SOURCE MATERIAL –

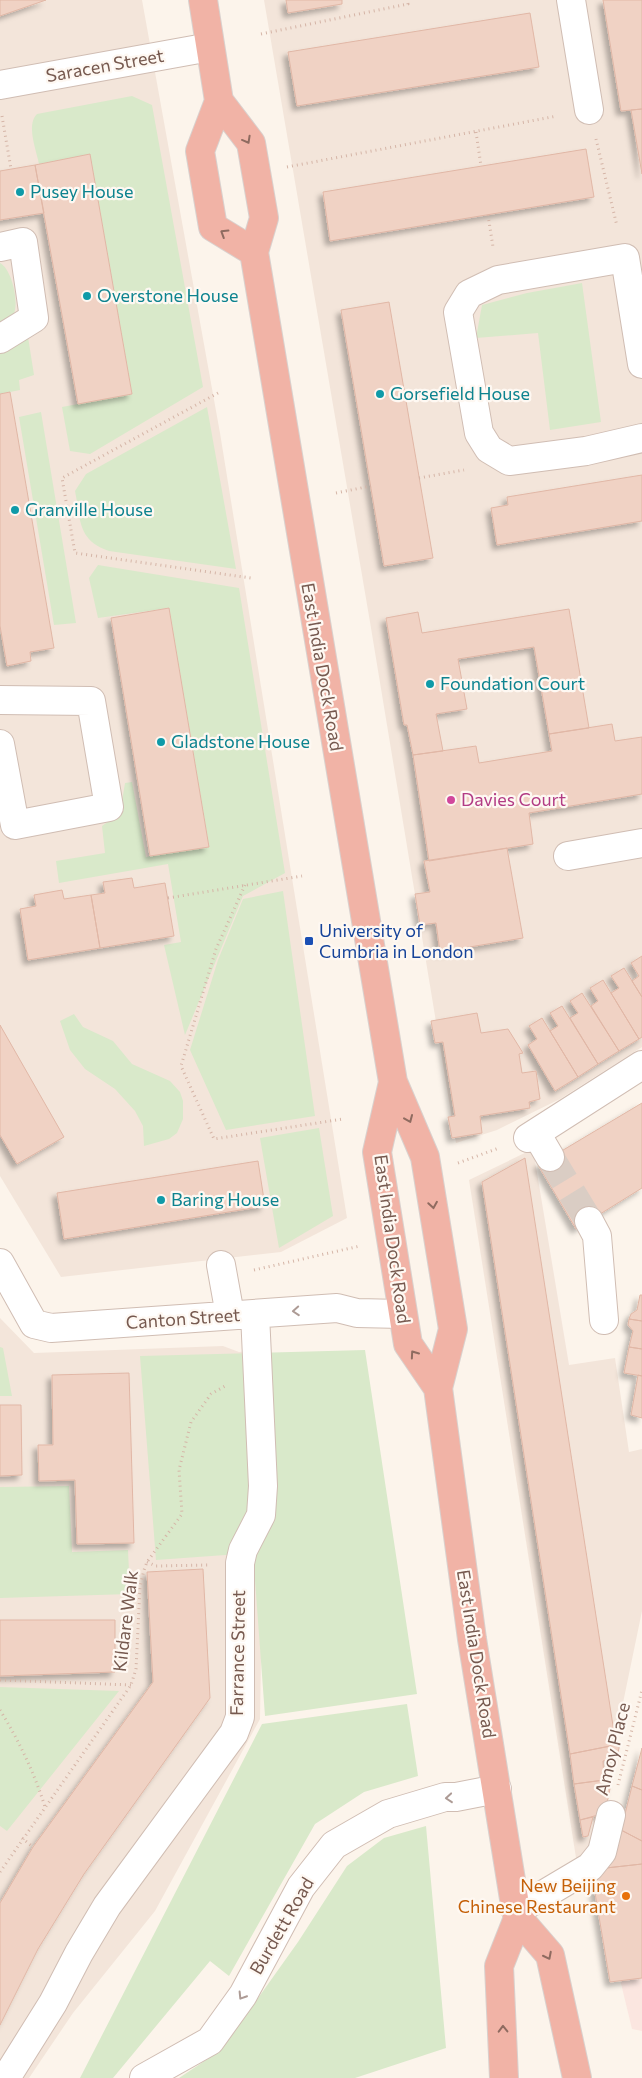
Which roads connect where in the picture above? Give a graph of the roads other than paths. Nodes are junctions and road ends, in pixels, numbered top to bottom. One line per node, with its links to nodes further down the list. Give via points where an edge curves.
1 (203, 0): 3 (highway, East India Dock Road)
2 (571, 0): 6 (street)
3 (210, 46): 4 (street, Saracen Street); 5 (highway, East India Dock Road)
4 (0, 85)
5 (219, 101): 8 (highway, East India Dock Road, one-way to 8, via 251,143 264,218); 8 (highway, East India Dock Road, one-way to 5, via 213,227 200,152)
6 (589, 110)
7 (0, 247): 9 (street, via 23,242 34,318)
8 (254, 252): 17 (highway, East India Dock Road)
9 (0, 339)
10 (642, 364): 11 (street, via 625,258 498,280 469,294 458,312 479,433 489,449 509,461 586,452)
11 (642, 438)
12 (0, 700): 13 (street, via 92,701 109,807 16,825)
13 (0, 744)
14 (642, 843): 15 (street)
15 (568, 856)
16 (642, 1065): 18 (street, via 523,1139)
17 (393, 1082): 22 (highway, East India Dock Road, via 376,1152); 25 (highway, East India Dock Road, one-way to 25, via 425,1157 452,1329)
18 (550, 1157)
19 (590, 1221): 24 (street, via 597,1236)
20 (0, 1263): 23 (street, Canton Street, via 34,1324 50,1328)
21 (221, 1265): 23 (street, Farrance Street)
22 (402, 1314): 23 (street, Canton Street, one-way to 23, via 357,1313 337,1308); 25 (highway, East India Dock Road, one-way to 22, via 408,1344)
23 (243, 1315): 29 (street, Farrance Street, via 262,1476 262,1515 243,1550 240,1563 240,1717 234,1733 107,1906 53,2003)
24 (604, 1320)
25 (438, 1388): 26 (highway, East India Dock Road, via 472,1639)
26 (497, 1789): 28 (highway, East India Dock Road); 30 (street, Burdett Road, one-way to 30, via 445,1797 388,1814 334,1845 301,1887 243,1996 210,2041)
27 (611, 1815): 28 (street, via 602,1852 590,1866)
28 (517, 1915): 31 (highway, East India Dock Road, one-way to 28, via 500,1966); 32 (highway, one-way to 32, via 550,1955)
29 (6, 2078)
30 (144, 2078)
31 (504, 2078)
32 (577, 2078)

DIRECTIONS FOR THIS TASK –
Restate the listing word for word. Pictures do not belong in the copy.

YOUR SOLUTION –
Which roads connect where in the picture above? Give a graph of the roads other than paths. Nodes are junctions and road ends, in pixels, numbered top to bottom. One line per node, with its links to nodes further down the list. Give via points where an edge curves.
1 (203, 0): 3 (highway, East India Dock Road)
2 (571, 0): 6 (street)
3 (210, 46): 4 (street, Saracen Street); 5 (highway, East India Dock Road)
4 (0, 85)
5 (219, 101): 8 (highway, East India Dock Road, one-way to 8, via 251,143 264,218); 8 (highway, East India Dock Road, one-way to 5, via 213,227 200,152)
6 (589, 110)
7 (0, 247): 9 (street, via 23,242 34,318)
8 (254, 252): 17 (highway, East India Dock Road)
9 (0, 339)
10 (642, 364): 11 (street, via 625,258 498,280 469,294 458,312 479,433 489,449 509,461 586,452)
11 (642, 438)
12 (0, 700): 13 (street, via 92,701 109,807 16,825)
13 (0, 744)
14 (642, 843): 15 (street)
15 (568, 856)
16 (642, 1065): 18 (street, via 523,1139)
17 (393, 1082): 22 (highway, East India Dock Road, via 376,1152); 25 (highway, East India Dock Road, one-way to 25, via 425,1157 452,1329)
18 (550, 1157)
19 (590, 1221): 24 (street, via 597,1236)
20 (0, 1263): 23 (street, Canton Street, via 34,1324 50,1328)
21 (221, 1265): 23 (street, Farrance Street)
22 (402, 1314): 23 (street, Canton Street, one-way to 23, via 357,1313 337,1308); 25 (highway, East India Dock Road, one-way to 22, via 408,1344)
23 (243, 1315): 29 (street, Farrance Street, via 262,1476 262,1515 243,1550 240,1563 240,1717 234,1733 107,1906 53,2003)
24 (604, 1320)
25 (438, 1388): 26 (highway, East India Dock Road, via 472,1639)
26 (497, 1789): 28 (highway, East India Dock Road); 30 (street, Burdett Road, one-way to 30, via 445,1797 388,1814 334,1845 301,1887 243,1996 210,2041)
27 (611, 1815): 28 (street, via 602,1852 590,1866)
28 (517, 1915): 31 (highway, East India Dock Road, one-way to 28, via 500,1966); 32 (highway, one-way to 32, via 550,1955)
29 (6, 2078)
30 (144, 2078)
31 (504, 2078)
32 (577, 2078)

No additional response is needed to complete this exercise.